▸ **HOW TO COMPLETE THIS TASK**:
The expected answer comprises all lines from the entries that contain the string "Visas".

▸ **ENTRIES SHOWN**:
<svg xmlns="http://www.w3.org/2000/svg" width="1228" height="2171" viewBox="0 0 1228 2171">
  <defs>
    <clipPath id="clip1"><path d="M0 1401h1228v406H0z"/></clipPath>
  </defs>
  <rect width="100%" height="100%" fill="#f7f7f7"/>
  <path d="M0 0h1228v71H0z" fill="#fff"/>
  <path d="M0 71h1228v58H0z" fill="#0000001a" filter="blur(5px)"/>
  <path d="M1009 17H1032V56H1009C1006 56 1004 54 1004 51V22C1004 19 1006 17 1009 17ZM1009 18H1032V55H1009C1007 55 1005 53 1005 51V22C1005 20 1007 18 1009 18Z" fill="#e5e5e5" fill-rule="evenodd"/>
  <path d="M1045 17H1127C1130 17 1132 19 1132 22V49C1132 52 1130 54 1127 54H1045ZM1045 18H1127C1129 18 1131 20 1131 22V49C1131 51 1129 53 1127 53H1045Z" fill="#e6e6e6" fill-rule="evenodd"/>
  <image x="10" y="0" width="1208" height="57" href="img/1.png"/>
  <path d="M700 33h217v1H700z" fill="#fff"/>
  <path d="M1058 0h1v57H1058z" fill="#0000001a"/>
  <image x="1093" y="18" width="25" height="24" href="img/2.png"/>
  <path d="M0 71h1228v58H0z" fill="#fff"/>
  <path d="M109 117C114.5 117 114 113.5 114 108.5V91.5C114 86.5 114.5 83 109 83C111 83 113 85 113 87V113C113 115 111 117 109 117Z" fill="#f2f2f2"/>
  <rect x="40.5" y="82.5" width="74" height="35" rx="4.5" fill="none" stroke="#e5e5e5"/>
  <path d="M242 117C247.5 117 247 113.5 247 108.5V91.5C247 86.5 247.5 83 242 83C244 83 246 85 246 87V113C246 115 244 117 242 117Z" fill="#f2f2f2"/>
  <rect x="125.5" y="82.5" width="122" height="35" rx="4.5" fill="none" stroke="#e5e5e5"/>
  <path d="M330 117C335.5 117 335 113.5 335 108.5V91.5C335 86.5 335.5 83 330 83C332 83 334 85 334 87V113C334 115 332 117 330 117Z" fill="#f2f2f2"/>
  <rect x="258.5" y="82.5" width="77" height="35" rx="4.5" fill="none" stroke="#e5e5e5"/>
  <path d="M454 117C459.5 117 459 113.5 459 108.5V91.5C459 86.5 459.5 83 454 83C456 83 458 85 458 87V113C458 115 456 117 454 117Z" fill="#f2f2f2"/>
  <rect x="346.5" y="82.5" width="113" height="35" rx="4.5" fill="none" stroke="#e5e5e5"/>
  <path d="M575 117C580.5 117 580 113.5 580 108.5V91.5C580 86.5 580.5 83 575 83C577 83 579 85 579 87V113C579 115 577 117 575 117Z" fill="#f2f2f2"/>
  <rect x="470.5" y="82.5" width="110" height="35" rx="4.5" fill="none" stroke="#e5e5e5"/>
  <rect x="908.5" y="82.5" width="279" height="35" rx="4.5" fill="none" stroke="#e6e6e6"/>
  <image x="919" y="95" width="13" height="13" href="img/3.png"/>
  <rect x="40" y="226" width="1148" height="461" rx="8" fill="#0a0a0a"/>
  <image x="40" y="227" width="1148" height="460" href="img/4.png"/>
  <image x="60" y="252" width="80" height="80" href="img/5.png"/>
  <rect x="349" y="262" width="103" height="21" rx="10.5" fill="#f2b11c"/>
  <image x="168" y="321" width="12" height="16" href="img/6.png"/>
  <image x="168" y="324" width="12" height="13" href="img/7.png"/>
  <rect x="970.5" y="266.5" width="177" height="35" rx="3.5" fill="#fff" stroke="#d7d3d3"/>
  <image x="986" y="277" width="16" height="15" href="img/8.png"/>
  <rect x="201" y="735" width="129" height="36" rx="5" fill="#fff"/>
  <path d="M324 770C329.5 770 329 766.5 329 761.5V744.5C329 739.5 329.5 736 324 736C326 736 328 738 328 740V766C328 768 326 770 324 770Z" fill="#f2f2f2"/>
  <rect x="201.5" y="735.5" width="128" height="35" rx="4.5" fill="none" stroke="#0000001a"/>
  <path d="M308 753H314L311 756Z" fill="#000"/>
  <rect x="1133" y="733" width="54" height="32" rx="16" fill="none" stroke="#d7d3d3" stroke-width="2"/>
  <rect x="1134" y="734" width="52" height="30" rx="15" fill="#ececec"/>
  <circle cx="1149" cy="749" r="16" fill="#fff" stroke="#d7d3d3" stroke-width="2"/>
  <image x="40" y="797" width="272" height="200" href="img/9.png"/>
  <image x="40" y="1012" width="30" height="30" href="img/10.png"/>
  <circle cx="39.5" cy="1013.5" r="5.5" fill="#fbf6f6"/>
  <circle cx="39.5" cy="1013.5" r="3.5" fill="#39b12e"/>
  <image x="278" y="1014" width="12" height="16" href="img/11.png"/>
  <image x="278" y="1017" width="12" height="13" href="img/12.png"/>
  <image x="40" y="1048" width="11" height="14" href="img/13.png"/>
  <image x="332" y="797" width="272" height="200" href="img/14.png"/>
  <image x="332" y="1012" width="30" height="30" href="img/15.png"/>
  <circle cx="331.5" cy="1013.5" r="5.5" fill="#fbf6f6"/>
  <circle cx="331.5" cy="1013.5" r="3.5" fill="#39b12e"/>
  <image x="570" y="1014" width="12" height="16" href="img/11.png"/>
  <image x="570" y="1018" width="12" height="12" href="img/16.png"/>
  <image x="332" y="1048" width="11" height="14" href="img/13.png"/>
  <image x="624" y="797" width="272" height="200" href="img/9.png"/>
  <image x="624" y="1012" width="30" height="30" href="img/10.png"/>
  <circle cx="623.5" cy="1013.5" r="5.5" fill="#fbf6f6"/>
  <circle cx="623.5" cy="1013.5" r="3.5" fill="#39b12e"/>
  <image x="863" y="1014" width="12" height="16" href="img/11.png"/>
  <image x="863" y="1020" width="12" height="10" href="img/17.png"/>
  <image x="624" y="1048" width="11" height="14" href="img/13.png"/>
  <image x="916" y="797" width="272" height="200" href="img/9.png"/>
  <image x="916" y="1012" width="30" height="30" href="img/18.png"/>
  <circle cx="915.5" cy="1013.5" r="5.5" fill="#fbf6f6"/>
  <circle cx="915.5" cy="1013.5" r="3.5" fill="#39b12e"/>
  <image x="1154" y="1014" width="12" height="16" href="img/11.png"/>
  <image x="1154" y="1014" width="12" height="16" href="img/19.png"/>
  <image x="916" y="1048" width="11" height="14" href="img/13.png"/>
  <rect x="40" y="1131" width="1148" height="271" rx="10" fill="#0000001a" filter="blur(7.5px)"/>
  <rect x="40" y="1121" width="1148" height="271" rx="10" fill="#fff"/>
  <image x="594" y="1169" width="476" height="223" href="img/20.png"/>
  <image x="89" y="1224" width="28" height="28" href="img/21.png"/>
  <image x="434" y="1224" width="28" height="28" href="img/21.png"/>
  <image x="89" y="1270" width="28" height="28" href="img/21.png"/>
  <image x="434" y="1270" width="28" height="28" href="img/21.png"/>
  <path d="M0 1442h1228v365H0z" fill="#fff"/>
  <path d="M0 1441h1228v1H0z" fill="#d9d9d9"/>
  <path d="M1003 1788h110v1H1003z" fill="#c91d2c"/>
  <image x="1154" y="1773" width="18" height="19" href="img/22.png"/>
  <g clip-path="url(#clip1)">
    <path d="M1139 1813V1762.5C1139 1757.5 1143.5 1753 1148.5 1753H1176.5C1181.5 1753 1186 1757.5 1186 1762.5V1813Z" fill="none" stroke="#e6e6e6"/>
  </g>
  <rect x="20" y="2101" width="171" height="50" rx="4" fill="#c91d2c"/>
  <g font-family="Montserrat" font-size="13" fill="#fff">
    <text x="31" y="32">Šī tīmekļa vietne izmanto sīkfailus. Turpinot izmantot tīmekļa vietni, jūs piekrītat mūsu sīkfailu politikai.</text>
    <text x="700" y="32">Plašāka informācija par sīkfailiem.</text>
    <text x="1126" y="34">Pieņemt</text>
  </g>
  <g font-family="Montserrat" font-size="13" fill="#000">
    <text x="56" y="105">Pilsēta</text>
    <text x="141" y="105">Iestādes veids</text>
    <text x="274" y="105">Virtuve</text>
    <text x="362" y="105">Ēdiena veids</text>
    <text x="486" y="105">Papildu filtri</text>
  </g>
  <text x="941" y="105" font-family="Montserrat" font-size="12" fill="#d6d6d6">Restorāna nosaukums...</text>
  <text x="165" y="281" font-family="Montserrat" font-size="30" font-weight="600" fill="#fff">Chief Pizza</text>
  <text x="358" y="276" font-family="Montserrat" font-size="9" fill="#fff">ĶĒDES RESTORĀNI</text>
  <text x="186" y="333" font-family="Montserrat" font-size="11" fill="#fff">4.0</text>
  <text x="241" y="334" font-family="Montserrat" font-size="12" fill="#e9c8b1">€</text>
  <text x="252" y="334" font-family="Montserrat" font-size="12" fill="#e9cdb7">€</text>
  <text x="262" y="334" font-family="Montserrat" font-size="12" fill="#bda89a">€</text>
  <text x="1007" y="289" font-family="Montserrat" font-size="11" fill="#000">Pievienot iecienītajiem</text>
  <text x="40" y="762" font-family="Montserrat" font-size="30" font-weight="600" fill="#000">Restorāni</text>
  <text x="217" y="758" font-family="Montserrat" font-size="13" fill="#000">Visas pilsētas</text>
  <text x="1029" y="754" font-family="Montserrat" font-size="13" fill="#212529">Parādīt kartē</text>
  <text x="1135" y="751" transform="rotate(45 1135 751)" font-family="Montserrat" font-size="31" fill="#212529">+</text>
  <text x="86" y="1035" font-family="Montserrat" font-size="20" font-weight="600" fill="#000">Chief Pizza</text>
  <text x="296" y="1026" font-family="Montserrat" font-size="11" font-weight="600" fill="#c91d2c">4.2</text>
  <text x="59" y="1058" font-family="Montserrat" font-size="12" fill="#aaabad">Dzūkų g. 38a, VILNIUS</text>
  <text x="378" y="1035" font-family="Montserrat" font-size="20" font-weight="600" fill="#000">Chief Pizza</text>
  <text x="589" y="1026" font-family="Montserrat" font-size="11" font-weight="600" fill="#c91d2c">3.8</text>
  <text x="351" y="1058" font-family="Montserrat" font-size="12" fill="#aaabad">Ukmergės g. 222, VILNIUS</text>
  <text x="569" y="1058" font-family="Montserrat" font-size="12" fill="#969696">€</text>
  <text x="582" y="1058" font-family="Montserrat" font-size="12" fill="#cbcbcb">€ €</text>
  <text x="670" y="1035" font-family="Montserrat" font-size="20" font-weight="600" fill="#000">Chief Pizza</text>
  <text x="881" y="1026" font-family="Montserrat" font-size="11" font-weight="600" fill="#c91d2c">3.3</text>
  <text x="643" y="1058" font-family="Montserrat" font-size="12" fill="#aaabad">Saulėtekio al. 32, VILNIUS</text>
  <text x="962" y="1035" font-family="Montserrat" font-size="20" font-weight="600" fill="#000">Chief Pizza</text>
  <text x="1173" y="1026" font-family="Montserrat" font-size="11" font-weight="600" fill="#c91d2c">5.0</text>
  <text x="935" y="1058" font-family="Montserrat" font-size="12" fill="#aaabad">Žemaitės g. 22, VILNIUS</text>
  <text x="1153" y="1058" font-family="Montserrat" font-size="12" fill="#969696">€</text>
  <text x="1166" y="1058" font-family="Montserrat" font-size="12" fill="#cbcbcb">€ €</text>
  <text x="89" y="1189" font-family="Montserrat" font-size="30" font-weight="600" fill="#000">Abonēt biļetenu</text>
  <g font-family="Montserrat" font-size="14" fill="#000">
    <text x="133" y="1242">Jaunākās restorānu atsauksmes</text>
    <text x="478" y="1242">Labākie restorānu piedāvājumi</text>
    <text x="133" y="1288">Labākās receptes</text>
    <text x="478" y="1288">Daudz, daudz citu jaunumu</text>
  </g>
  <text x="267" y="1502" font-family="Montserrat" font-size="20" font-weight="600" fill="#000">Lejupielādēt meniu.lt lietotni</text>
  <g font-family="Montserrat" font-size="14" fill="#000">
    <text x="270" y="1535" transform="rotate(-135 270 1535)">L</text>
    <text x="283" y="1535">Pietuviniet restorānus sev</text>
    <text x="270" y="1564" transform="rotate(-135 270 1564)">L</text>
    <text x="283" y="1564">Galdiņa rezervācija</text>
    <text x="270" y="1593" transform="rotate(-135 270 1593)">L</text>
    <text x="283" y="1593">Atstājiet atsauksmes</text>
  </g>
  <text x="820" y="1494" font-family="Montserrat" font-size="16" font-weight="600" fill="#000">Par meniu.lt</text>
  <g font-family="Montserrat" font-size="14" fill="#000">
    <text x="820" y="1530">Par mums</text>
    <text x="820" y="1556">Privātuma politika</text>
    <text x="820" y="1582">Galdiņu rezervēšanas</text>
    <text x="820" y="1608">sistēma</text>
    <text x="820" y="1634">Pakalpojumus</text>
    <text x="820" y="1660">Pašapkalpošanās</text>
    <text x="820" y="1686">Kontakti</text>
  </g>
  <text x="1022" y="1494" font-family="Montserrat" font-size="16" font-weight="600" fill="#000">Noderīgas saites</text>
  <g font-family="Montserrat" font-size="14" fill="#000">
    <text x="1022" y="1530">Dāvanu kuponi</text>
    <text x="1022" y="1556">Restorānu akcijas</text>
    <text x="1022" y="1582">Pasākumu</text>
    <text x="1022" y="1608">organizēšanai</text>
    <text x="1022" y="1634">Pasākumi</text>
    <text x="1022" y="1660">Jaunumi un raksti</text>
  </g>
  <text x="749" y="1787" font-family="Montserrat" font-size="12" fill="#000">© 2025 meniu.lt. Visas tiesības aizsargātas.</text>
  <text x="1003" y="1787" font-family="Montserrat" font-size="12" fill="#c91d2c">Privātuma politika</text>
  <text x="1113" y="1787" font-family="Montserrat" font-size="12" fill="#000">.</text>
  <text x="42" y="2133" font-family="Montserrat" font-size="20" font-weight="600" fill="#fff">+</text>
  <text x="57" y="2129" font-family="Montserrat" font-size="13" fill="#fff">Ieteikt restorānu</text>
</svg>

▸ **REPLY TO THE TASK**:
  <text x="217" y="758" font-family="Montserrat" font-size="13" fill="#000">Visas pilsētas</text>
  <text x="749" y="1787" font-family="Montserrat" font-size="12" fill="#000">© 2025 meniu.lt. Visas tiesības aizsargātas.</text>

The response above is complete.